Besides simple pooling we also support a method based on an RNN to obtain a DocumentEmbeddings
.
The RNN takes the word embeddings of every token in the document as input and provides its last output state as document
embedding. You can choose which type of RNN you wish to use.
In order to use the DocumentRNNEmbeddings
you need to initialize them by passing a list of token embeddings to it:
from flair.embeddings import WordEmbeddings, DocumentRNNEmbeddings
glove_embedding = WordEmbeddings('glove')
document_embeddings = DocumentRNNEmbeddings([glove_embedding])
By default, a GRU-type RNN is instantiated. Now, create an example sentence and call the embedding's embed()
method.
# create an example sentence
sentence = Sentence('The grass is green . And the sky is blue .')
# embed the sentence with our document embedding
document_embeddings.embed(sentence)
# now check out the embedded sentence.
print(sentence.get_embedding())
This will output a single embedding for the complete sentence. The embedding dimensionality depends on the number of hidden states you are using and whether the RNN is bidirectional or not.
If you want to use a different type of RNN, you need to set the rnn_type
parameter in the constructor. So,
to initialize a document RNN embedding with an LSTM, do:
from flair.embeddings import WordEmbeddings, DocumentRNNEmbeddings
glove_embedding = WordEmbeddings('glove')
document_lstm_embeddings = DocumentRNNEmbeddings([glove_embedding], rnn_type='LSTM')
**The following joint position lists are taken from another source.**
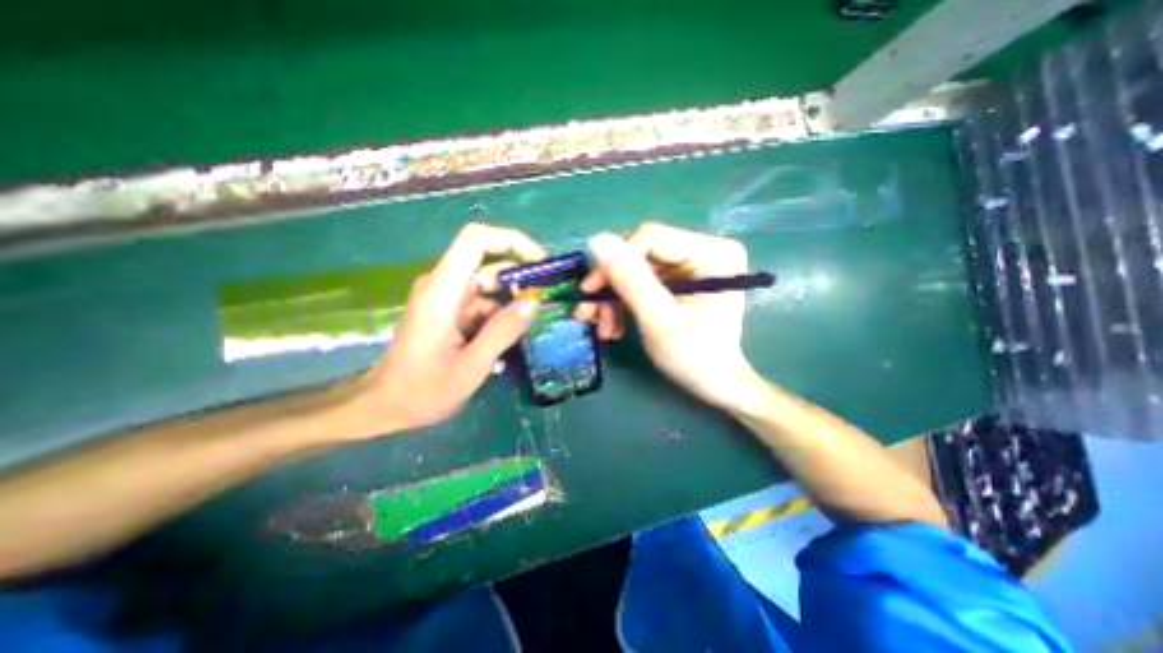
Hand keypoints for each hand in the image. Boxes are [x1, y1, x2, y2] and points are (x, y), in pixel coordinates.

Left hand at [355, 223, 545, 432]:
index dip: (511, 240)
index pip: (476, 239)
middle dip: (519, 277)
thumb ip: (503, 332)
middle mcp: (442, 286)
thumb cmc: (422, 390)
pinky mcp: (446, 312)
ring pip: (486, 285)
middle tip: (545, 300)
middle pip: (486, 262)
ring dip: (511, 300)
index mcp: (443, 292)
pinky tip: (509, 340)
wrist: (383, 406)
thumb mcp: (471, 366)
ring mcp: (444, 299)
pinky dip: (498, 315)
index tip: (540, 262)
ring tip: (530, 327)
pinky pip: (480, 303)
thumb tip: (532, 302)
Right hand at [576, 222, 759, 408]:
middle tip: (588, 314)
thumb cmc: (695, 358)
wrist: (714, 384)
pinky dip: (623, 304)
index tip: (590, 293)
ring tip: (603, 329)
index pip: (650, 238)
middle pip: (640, 255)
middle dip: (611, 287)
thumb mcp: (659, 320)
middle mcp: (703, 250)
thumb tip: (596, 239)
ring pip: (635, 270)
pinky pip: (640, 283)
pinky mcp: (678, 280)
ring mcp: (690, 265)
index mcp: (712, 253)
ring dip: (613, 300)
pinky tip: (614, 326)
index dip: (615, 262)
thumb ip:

Note that while DocumentPoolEmbeddings
are immediately meaningful, DocumentRNNEmbeddings
need to be tuned on the
downstream task. This happens automatically in Flair if you train a new model with these embeddings. You can find an example of training a text classification model here. Once the model is trained, you can access the tuned DocumentRNNEmbeddings
object directly from the classifier object and use it to embed sentences.
document_embeddings = classifier.document_embeddings
sentence = Sentence('The grass is green . And the sky is blue .')
document_embeddings.embed(sentence)
print(sentence.get_embedding())
DocumentRNNEmbeddings
have a number of hyper-parameters that can be tuned to improve learning:
:param hidden_size: the number of hidden states in the rnn.
:param rnn_layers: the number of layers for the rnn.
:param reproject_words: boolean value, indicating whether to reproject the token embeddings in a separate linear
layer before putting them into the rnn or not.
:param reproject_words_dimension: output dimension of reprojecting token embeddings. If None the same output
dimension as before will be taken.
:param bidirectional: boolean value, indicating whether to use a bidirectional rnn or not.
:param dropout: the dropout value to be used.
:param word_dropout: the word dropout value to be used, if 0.0 word dropout is not used.
:param locked_dropout: the locked dropout value to be used, if 0.0 locked dropout is not used.
:param rnn_type: one of 'RNN' or 'LSTM'